Further, they all provided coverage for 50% of weekends. For night coverage, one service used dedicated nocturnists, two relied exclusively on moonlighters, and the remainder split coverage between the two.
All the services were located within the university hospital, except for the one at UCSF, which was at an outlying affiliated hospital.
Compensation for non-housestaff hospitalists matched that of staff physicians at two hospitals; the other three hospitals offered non-housestaff physicians some type of financial incentive, either in the form of higher salary, student loan forgiveness, or a combination of the two.
This is an interesting era for hospitalists, who are striving to carve an academic niche for themselves while still performing their clinical duties, Dr. Sehgal notes.
Among the ways they can achieve that is by becoming more involved in other areas of medical center operations, such as information technology, quality and system improvements, and committee work.
Handled properly, these opportunities to collaborate can increase hospitalist prestige and visibility, as they become more involved in hospital leadership and research and share management responsibilities with their medical and surgical colleagues.

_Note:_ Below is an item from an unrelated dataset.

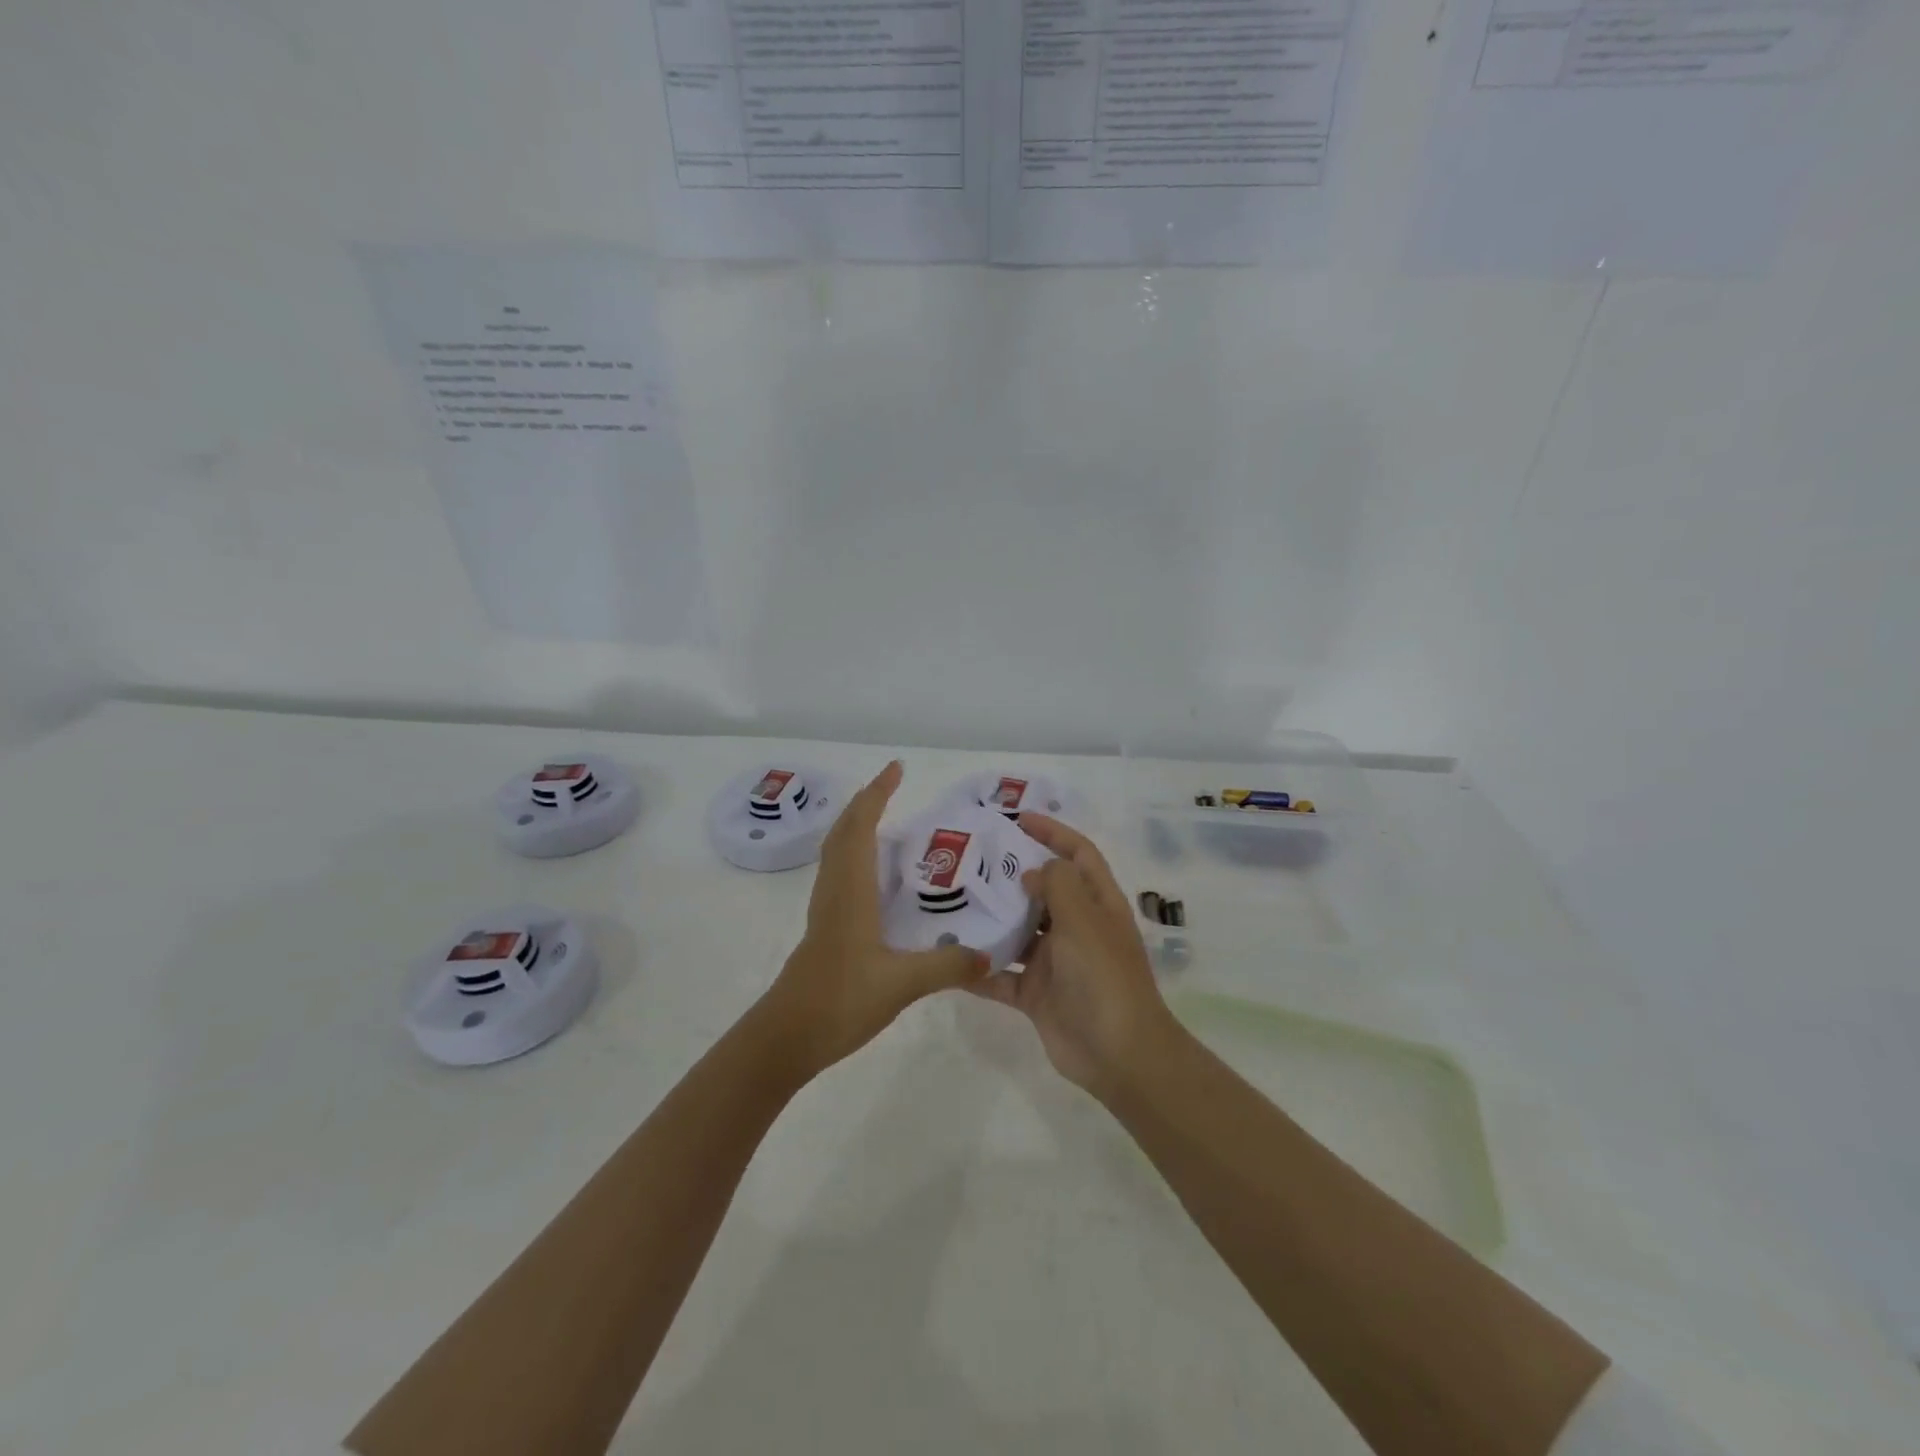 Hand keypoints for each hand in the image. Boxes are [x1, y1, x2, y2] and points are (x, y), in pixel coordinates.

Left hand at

Smoothly integrating non-housestaff services into day-to-day function is another opportunity for hospitalists to demonstrate their leadership skills, because the use of these services will increase, Dr. Sehgal adds. This makes it necessary to keep studying the outside services and identifying the ways in which they differ from their housestaff counterparts in order to maximize their contributions.
This study shows that creating non-housestaff services involves the consideration of several important elements, including the patients to be seen by those services, and staffing issues, such as whether the service should be composed exclusively of hospitalists, or if other specialties also should be included.
Hospitalists will have to monitor quality control issues and staff retention, and make sure a two-tiered system does not develop between housestaff and non-housestaff physicians. “So far, there has been very little written about this,” Dr. Sehgal concludes. TH
Norra MacReady is a medical writer based in California.